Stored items
━━━━━━━━━━━━━━━━━━━━━━━━━━━━━━

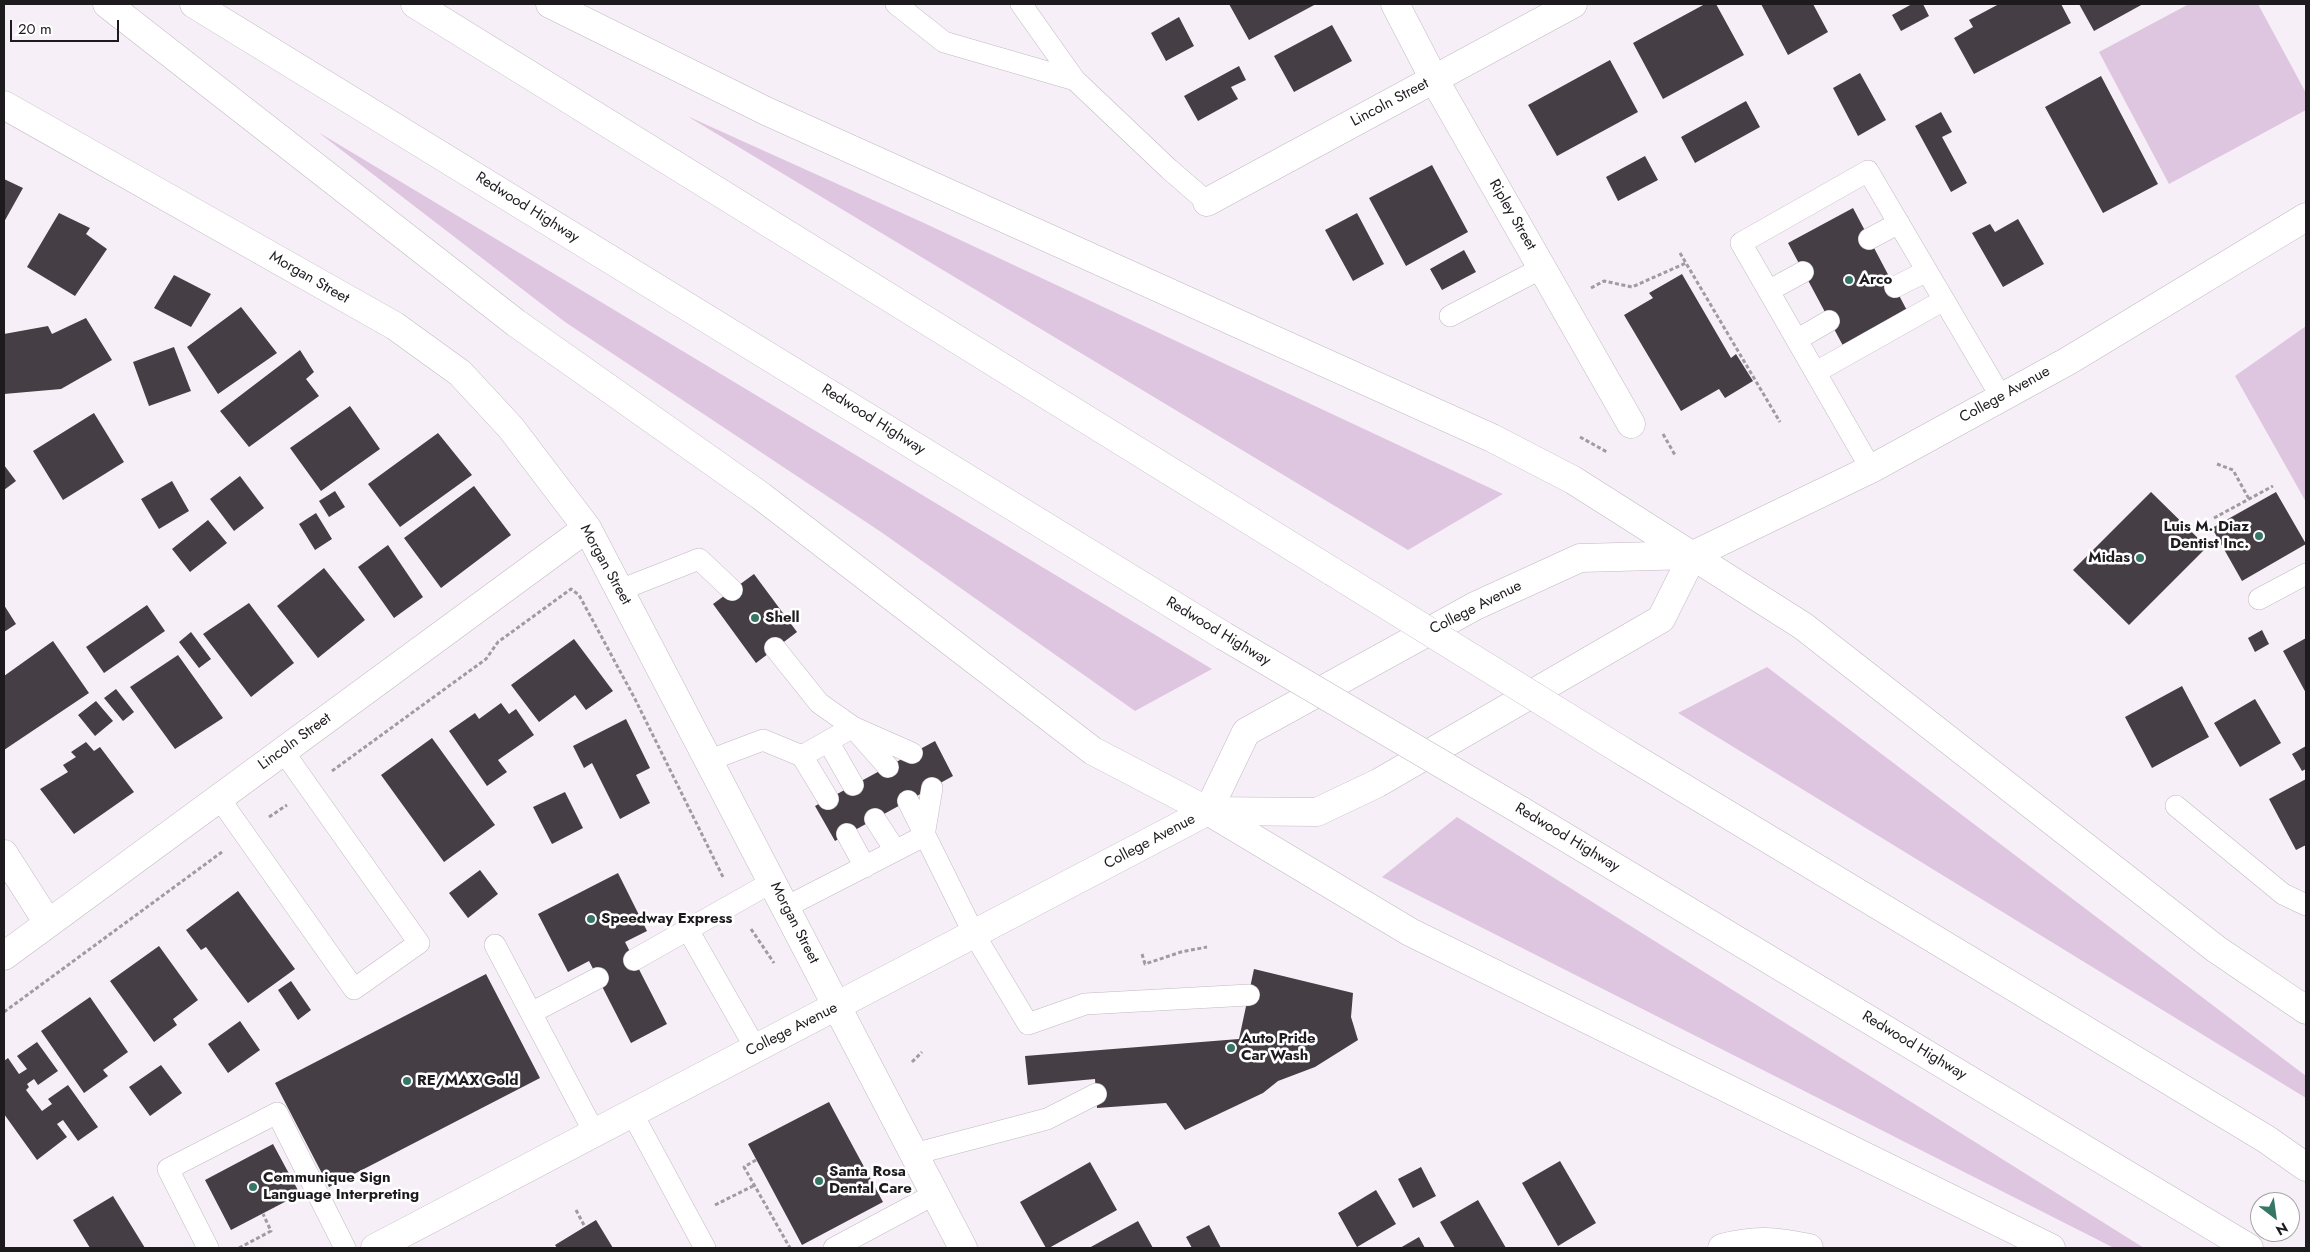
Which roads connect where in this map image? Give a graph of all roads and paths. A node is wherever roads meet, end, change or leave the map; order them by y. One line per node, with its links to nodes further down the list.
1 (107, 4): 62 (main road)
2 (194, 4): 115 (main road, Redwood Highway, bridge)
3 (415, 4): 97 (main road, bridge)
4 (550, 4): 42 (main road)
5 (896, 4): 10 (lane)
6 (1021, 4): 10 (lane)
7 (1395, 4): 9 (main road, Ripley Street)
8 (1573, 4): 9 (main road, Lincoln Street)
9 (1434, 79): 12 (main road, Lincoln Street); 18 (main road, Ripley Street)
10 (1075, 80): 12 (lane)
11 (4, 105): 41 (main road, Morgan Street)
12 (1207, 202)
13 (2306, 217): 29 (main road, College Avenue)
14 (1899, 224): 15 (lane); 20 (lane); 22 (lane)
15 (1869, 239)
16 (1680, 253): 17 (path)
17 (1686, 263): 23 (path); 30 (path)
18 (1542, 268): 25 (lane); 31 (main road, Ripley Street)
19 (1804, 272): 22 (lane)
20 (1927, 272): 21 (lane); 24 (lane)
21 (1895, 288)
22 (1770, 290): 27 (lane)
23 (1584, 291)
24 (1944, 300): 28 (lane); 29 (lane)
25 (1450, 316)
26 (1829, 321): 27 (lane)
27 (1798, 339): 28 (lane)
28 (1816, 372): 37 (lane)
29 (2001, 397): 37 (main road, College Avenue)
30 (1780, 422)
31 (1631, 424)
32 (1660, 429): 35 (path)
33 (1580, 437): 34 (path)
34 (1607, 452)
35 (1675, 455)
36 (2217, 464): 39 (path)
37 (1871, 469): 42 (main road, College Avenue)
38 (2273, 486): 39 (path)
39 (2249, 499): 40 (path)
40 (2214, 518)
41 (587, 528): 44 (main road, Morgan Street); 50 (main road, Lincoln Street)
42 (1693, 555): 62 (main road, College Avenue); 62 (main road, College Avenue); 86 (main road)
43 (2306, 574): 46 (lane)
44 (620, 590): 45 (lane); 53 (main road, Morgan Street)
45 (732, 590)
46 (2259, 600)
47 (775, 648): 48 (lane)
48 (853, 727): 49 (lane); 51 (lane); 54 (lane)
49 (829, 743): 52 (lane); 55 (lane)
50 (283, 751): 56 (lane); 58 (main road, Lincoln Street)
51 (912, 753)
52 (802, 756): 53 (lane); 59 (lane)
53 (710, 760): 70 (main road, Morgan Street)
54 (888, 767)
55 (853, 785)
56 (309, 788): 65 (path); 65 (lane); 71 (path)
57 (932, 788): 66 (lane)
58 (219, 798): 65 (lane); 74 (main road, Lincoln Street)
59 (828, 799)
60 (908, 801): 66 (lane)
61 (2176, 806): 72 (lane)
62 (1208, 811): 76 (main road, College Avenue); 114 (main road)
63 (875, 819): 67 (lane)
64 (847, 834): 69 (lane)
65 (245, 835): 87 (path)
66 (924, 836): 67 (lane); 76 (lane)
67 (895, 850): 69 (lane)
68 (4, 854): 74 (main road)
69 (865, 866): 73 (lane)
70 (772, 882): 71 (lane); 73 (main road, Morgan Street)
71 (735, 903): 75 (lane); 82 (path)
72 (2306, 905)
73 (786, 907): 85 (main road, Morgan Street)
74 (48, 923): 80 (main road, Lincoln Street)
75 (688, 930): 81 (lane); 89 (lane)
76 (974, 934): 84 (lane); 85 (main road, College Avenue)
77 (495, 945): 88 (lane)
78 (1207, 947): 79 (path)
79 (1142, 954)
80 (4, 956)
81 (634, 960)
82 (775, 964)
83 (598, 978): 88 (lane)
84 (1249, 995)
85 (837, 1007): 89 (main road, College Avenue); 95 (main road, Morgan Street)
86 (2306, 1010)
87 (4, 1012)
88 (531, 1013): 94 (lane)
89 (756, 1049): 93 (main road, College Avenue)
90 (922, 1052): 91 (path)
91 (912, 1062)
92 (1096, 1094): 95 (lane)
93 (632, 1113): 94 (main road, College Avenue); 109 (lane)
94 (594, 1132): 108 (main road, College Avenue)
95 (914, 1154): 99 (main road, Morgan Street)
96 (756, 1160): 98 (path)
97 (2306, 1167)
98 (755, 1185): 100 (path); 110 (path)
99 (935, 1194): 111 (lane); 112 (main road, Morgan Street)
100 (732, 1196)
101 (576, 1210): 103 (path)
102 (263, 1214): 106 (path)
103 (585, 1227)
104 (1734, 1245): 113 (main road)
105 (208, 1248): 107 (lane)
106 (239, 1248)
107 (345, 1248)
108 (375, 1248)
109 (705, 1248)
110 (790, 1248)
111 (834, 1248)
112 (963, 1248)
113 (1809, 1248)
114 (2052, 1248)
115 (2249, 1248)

━━━━━━━━━━━━━━━━━━━━━━━━━━━━━━

Answer with one number, namely the count of lines in the entries that include the word "Ripley".

[PROBLEM SOLUTION]:
3